--- DATA FOR THE TASK ---
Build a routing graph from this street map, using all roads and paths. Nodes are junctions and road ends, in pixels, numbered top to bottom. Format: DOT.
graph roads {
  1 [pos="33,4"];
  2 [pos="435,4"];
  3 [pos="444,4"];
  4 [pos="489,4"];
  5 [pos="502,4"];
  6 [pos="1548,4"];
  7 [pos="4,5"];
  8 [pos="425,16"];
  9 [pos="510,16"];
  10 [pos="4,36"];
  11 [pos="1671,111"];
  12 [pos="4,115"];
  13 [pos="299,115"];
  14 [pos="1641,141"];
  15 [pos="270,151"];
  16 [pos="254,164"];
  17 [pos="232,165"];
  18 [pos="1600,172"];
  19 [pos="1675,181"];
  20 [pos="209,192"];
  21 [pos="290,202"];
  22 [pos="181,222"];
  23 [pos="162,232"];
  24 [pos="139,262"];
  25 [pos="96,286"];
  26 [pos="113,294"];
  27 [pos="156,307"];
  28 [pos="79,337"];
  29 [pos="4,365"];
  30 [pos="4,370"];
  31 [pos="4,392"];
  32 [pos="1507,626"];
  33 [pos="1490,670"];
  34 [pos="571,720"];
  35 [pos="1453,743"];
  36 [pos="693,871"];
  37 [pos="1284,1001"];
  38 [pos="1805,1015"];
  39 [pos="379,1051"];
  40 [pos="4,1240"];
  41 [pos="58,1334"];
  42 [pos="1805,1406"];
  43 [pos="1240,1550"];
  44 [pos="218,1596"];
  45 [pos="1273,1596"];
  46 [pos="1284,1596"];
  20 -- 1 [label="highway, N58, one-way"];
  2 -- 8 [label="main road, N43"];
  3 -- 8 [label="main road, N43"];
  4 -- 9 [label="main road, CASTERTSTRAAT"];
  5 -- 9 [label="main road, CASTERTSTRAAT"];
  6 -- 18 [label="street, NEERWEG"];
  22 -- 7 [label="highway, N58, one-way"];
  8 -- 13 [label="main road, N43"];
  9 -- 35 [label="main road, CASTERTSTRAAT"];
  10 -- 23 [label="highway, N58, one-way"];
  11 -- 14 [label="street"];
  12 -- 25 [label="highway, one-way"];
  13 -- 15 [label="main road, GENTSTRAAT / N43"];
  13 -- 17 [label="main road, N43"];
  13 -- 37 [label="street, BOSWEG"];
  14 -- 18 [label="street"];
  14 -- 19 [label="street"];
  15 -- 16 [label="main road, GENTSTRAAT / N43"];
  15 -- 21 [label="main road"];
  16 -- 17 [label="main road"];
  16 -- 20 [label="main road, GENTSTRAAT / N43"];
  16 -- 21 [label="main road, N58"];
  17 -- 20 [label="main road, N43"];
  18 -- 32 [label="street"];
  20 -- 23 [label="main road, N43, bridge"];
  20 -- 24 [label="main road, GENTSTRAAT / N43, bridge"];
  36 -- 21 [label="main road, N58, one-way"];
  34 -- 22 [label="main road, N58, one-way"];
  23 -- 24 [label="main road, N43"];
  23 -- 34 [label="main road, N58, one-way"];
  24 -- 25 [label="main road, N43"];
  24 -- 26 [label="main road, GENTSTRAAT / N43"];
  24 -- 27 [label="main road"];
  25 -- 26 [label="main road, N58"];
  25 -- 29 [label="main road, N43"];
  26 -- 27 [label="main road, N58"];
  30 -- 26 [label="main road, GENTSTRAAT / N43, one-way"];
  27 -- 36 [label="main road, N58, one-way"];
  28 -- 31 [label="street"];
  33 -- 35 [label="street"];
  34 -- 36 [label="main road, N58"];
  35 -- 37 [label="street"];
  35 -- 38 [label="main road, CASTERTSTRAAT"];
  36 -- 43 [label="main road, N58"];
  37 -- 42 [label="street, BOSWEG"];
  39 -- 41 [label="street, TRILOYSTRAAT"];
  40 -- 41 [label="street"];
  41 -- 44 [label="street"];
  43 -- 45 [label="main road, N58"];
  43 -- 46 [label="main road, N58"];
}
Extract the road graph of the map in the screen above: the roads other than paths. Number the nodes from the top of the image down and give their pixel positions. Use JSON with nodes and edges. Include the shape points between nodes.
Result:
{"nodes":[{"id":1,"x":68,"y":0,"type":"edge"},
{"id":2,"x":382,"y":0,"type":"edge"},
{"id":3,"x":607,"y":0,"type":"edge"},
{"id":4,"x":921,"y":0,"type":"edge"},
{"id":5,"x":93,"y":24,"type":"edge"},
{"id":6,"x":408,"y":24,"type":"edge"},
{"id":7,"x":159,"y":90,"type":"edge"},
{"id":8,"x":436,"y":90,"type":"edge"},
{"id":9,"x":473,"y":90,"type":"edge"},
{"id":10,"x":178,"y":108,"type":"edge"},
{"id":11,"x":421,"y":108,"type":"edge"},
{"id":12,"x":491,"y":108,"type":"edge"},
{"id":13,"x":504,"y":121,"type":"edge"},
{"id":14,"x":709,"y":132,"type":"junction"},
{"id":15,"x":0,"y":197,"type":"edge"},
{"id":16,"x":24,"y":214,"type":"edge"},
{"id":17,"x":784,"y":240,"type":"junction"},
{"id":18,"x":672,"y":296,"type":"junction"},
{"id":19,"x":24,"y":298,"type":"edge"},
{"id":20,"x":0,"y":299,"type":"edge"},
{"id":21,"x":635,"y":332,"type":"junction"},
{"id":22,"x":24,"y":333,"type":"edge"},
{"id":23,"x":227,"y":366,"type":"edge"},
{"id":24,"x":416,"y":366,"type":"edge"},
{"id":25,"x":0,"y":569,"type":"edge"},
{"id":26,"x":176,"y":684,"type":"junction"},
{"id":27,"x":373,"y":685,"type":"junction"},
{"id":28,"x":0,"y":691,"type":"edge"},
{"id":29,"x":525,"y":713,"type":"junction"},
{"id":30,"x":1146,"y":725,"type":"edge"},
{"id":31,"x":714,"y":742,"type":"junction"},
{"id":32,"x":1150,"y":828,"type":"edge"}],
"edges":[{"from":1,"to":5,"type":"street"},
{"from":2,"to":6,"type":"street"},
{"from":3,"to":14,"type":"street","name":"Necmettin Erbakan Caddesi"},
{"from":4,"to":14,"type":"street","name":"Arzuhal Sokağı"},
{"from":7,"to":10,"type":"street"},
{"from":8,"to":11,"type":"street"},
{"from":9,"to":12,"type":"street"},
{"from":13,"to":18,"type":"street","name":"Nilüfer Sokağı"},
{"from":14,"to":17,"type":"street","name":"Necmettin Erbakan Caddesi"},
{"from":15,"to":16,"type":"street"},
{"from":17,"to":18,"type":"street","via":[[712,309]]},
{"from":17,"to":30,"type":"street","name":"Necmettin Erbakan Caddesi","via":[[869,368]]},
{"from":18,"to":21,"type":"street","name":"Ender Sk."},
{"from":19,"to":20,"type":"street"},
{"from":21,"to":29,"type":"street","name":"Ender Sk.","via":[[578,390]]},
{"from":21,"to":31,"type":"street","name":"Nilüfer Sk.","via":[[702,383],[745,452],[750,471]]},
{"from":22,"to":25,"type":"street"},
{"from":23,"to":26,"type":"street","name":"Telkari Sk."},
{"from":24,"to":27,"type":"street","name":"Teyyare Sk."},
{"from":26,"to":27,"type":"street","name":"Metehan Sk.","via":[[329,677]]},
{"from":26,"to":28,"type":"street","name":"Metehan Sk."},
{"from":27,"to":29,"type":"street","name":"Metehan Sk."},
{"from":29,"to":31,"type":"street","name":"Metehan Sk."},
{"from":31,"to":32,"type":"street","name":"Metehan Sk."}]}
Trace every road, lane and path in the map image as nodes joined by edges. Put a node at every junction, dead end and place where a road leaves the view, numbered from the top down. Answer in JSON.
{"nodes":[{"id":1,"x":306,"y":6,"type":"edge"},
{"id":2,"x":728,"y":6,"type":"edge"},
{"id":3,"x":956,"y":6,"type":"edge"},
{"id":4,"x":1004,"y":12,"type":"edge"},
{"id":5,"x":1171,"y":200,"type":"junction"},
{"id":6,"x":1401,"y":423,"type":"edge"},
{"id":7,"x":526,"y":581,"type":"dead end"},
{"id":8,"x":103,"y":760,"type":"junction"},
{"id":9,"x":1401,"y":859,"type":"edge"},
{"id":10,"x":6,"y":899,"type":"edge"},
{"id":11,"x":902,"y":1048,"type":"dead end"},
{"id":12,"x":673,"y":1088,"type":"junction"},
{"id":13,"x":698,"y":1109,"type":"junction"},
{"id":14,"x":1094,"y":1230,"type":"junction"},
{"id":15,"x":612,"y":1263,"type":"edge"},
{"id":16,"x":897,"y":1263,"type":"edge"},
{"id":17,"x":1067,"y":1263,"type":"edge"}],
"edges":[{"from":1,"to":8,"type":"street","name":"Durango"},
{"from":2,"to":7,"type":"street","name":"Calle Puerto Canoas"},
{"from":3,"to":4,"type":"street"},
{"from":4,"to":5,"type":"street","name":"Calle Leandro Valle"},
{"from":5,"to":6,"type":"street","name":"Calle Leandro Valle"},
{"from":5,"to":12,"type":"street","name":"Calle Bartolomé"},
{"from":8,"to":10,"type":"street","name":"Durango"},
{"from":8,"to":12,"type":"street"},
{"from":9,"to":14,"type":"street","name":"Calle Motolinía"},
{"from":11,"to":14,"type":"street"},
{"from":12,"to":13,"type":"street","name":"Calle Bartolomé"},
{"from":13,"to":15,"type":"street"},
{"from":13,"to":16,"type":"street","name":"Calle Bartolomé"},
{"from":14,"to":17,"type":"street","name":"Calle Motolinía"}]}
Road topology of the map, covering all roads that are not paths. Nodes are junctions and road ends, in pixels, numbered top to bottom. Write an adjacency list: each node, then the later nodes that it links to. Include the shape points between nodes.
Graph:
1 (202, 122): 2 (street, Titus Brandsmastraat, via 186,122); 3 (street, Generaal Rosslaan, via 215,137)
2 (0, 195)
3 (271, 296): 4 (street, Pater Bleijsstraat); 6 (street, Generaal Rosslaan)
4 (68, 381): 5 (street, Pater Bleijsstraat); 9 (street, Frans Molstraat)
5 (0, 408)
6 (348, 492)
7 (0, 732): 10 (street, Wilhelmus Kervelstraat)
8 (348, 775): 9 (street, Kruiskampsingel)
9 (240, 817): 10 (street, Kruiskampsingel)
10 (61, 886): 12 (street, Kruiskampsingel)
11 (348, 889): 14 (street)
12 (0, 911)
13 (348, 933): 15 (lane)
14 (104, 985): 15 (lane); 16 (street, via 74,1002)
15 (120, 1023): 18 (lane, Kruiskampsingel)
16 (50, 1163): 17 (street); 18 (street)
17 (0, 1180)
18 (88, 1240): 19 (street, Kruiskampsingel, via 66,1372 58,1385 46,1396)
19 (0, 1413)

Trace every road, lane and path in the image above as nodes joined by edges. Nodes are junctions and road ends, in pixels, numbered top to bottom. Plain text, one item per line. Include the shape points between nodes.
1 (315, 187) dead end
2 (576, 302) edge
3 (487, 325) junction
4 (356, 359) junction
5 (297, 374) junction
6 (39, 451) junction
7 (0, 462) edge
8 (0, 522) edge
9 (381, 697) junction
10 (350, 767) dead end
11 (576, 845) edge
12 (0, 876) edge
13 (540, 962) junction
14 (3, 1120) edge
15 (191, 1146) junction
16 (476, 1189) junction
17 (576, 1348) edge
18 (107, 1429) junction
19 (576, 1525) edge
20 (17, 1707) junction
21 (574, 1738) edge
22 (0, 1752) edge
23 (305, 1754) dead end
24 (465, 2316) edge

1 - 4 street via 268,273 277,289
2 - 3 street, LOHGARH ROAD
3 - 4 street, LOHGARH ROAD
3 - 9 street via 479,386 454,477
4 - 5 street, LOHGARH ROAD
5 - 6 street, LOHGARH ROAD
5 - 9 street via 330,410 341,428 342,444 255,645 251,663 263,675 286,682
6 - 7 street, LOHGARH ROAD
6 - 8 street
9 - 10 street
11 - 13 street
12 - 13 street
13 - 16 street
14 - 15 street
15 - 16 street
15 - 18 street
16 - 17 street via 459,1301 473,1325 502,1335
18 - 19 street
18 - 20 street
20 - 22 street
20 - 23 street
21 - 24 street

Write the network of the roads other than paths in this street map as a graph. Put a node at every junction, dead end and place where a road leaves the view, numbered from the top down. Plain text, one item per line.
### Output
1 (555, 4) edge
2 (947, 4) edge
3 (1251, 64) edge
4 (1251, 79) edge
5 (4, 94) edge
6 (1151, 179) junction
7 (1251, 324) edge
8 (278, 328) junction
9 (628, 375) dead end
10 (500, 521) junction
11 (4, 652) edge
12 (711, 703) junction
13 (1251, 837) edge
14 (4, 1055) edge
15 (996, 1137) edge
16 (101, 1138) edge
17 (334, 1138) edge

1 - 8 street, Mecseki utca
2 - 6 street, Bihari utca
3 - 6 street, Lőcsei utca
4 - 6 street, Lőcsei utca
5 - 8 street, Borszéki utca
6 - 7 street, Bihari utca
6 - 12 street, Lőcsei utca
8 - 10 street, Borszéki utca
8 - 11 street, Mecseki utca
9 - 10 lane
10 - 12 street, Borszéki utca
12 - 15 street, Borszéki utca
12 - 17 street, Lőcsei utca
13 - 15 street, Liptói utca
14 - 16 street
---
● DIRECTIONS: Each line from the one containing "Write the network" to the end of the records should be echoed exactly, and no other line.

● WORKED SOLUTION:
Write the network of the roads other than paths in this street map as a graph. Put a node at every junction, dead end and place where a road leaves the view, numbered from the top down. Plain text, one item per line.
### Output
1 (555, 4) edge
2 (947, 4) edge
3 (1251, 64) edge
4 (1251, 79) edge
5 (4, 94) edge
6 (1151, 179) junction
7 (1251, 324) edge
8 (278, 328) junction
9 (628, 375) dead end
10 (500, 521) junction
11 (4, 652) edge
12 (711, 703) junction
13 (1251, 837) edge
14 (4, 1055) edge
15 (996, 1137) edge
16 (101, 1138) edge
17 (334, 1138) edge

1 - 8 street, Mecseki utca
2 - 6 street, Bihari utca
3 - 6 street, Lőcsei utca
4 - 6 street, Lőcsei utca
5 - 8 street, Borszéki utca
6 - 7 street, Bihari utca
6 - 12 street, Lőcsei utca
8 - 10 street, Borszéki utca
8 - 11 street, Mecseki utca
9 - 10 lane
10 - 12 street, Borszéki utca
12 - 15 street, Borszéki utca
12 - 17 street, Lőcsei utca
13 - 15 street, Liptói utca
14 - 16 street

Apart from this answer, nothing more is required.